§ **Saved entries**
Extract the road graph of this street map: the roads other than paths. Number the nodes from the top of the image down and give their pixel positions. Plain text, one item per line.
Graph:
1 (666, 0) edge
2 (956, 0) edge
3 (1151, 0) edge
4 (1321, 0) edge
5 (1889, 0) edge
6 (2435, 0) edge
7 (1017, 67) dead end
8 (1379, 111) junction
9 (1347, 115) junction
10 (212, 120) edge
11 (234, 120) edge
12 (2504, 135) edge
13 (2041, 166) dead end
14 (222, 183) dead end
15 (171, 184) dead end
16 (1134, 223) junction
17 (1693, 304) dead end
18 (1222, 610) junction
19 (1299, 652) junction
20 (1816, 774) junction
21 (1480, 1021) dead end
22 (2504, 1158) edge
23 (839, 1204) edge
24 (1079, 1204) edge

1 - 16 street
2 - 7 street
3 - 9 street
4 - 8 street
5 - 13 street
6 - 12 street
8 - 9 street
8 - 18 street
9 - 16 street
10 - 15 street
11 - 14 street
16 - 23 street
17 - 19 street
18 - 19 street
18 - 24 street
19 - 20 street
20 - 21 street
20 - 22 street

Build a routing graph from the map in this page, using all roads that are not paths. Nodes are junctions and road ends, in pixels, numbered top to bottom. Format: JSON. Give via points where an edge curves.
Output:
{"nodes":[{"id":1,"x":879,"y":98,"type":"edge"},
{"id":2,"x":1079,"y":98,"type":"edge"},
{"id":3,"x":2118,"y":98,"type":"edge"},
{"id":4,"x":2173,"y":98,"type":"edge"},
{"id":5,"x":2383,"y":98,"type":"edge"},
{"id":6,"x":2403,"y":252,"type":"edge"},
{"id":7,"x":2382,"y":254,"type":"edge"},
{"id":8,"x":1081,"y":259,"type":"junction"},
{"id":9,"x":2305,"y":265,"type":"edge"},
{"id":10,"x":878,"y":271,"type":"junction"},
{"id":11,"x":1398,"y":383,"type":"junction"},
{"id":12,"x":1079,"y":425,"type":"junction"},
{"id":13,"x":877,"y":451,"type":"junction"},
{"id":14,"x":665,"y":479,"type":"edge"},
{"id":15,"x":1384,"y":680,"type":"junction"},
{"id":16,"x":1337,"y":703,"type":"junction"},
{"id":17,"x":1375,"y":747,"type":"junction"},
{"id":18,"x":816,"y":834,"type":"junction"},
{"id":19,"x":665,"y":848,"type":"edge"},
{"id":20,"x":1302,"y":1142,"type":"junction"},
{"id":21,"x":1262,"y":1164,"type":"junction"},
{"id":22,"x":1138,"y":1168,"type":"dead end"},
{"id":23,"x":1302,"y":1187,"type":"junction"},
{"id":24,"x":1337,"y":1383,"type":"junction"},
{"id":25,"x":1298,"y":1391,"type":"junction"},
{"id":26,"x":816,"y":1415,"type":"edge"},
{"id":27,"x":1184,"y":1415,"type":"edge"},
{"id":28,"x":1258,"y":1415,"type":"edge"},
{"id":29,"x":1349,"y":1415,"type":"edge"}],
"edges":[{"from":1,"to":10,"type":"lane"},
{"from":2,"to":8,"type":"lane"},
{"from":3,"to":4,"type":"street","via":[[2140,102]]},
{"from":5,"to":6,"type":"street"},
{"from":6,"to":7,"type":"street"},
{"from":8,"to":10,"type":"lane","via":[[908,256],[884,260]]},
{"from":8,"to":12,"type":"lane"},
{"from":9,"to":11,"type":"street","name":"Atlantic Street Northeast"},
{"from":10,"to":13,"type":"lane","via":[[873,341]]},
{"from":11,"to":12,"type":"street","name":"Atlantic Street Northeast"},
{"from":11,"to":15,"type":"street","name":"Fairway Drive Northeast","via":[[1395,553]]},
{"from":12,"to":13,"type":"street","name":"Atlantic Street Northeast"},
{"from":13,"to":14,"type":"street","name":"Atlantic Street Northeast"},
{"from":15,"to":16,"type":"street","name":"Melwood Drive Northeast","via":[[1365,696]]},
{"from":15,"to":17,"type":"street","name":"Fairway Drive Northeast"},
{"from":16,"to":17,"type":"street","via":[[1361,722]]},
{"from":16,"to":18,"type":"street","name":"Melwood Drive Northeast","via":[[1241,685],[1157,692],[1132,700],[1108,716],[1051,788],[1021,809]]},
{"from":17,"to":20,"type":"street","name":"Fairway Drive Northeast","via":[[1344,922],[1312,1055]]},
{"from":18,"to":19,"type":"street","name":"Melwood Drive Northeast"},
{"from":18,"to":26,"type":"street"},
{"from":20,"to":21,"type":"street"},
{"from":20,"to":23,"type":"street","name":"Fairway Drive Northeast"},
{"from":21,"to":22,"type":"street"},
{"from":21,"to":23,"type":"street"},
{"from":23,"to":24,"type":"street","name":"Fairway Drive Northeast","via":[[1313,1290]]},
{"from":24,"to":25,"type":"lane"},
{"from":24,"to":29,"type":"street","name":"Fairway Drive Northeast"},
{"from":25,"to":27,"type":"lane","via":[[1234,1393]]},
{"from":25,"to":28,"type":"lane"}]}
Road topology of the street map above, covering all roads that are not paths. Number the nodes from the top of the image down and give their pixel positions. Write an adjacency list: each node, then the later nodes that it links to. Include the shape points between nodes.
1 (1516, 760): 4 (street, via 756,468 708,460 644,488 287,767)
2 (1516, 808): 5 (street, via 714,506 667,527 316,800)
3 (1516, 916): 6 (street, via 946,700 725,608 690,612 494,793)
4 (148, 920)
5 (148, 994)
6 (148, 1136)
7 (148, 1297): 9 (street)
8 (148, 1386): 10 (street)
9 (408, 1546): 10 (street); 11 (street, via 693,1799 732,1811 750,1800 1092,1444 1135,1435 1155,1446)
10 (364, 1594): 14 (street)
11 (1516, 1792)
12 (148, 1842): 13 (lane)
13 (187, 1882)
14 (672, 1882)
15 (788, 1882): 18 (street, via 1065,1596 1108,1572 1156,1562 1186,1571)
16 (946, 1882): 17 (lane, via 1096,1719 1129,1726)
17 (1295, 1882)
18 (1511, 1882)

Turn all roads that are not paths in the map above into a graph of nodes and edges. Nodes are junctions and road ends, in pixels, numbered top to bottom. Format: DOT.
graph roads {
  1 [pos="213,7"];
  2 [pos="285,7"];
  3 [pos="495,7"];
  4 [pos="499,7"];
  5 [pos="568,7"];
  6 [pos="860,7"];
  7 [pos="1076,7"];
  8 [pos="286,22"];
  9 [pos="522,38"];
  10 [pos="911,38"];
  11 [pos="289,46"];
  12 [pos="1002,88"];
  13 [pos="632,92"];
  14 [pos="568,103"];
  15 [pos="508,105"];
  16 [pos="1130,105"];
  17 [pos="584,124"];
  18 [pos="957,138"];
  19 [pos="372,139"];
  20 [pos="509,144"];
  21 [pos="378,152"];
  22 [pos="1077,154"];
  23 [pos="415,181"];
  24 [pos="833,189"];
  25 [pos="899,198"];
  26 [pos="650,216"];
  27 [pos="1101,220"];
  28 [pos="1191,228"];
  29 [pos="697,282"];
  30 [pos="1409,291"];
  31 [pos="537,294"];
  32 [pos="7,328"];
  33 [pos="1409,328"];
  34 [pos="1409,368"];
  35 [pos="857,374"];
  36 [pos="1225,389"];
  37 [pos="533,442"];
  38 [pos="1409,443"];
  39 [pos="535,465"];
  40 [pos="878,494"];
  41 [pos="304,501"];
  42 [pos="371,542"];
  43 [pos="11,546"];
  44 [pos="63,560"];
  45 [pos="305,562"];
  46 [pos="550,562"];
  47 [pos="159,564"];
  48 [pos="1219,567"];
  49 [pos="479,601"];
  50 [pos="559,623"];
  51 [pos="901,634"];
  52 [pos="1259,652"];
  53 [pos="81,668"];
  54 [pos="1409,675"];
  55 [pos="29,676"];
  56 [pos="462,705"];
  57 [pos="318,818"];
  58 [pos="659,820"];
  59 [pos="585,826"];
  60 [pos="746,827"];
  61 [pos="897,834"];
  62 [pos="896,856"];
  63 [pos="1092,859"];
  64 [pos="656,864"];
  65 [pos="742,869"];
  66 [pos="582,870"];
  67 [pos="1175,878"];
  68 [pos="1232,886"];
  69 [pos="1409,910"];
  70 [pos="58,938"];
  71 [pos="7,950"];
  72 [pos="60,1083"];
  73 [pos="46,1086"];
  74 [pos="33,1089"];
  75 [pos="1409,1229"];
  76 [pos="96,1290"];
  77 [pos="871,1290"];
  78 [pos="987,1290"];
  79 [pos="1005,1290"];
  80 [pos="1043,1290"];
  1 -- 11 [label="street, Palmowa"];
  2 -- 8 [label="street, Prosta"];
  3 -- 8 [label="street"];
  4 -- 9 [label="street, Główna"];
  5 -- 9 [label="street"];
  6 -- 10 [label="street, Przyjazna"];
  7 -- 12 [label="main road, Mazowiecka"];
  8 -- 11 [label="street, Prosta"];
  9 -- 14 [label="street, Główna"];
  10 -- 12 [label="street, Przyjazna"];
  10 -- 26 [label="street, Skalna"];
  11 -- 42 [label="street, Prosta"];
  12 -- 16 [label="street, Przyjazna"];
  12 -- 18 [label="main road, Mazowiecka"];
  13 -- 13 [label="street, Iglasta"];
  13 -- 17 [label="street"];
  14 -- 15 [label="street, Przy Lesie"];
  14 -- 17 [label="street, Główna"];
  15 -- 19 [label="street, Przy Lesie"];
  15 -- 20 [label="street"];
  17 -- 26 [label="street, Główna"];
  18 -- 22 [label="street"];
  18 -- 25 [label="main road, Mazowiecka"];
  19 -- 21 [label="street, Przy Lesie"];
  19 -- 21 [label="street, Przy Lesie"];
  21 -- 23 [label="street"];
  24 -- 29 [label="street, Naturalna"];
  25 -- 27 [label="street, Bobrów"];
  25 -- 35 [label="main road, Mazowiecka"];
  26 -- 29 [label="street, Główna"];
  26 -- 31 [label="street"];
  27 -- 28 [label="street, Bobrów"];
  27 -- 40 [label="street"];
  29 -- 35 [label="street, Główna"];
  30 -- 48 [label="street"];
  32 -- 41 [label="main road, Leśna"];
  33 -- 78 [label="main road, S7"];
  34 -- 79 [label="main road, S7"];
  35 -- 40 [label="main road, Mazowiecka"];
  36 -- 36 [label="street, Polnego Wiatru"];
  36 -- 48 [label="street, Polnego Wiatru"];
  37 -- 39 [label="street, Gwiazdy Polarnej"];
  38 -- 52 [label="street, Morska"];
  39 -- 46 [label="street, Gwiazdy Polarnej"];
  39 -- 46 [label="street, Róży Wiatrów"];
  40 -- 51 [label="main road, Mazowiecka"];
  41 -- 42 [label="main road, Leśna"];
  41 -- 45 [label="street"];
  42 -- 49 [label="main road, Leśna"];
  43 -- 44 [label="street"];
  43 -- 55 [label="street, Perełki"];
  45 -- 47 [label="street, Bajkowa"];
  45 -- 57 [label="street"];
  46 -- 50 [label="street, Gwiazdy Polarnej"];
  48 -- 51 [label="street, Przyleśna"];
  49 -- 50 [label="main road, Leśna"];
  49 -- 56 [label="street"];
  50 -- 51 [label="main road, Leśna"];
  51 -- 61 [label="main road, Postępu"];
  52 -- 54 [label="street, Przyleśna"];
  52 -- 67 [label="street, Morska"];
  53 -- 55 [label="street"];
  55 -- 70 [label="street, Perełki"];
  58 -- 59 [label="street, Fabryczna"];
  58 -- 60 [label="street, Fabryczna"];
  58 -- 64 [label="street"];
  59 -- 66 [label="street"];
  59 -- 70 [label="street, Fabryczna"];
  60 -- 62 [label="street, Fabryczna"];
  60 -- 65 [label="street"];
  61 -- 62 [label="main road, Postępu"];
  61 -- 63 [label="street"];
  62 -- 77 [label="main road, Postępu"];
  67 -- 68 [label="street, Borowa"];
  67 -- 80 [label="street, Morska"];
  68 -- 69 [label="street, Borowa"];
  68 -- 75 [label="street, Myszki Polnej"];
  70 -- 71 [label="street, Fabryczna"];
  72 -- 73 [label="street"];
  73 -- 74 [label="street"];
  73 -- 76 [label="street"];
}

§ **TASK GOAL**
Find every line in the records that has the word "Fabryczna". Copy those lines.

§ **RESPONSE AREA**
  58 -- 59 [label="street, Fabryczna"];
  58 -- 60 [label="street, Fabryczna"];
  59 -- 70 [label="street, Fabryczna"];
  60 -- 62 [label="street, Fabryczna"];
  70 -- 71 [label="street, Fabryczna"];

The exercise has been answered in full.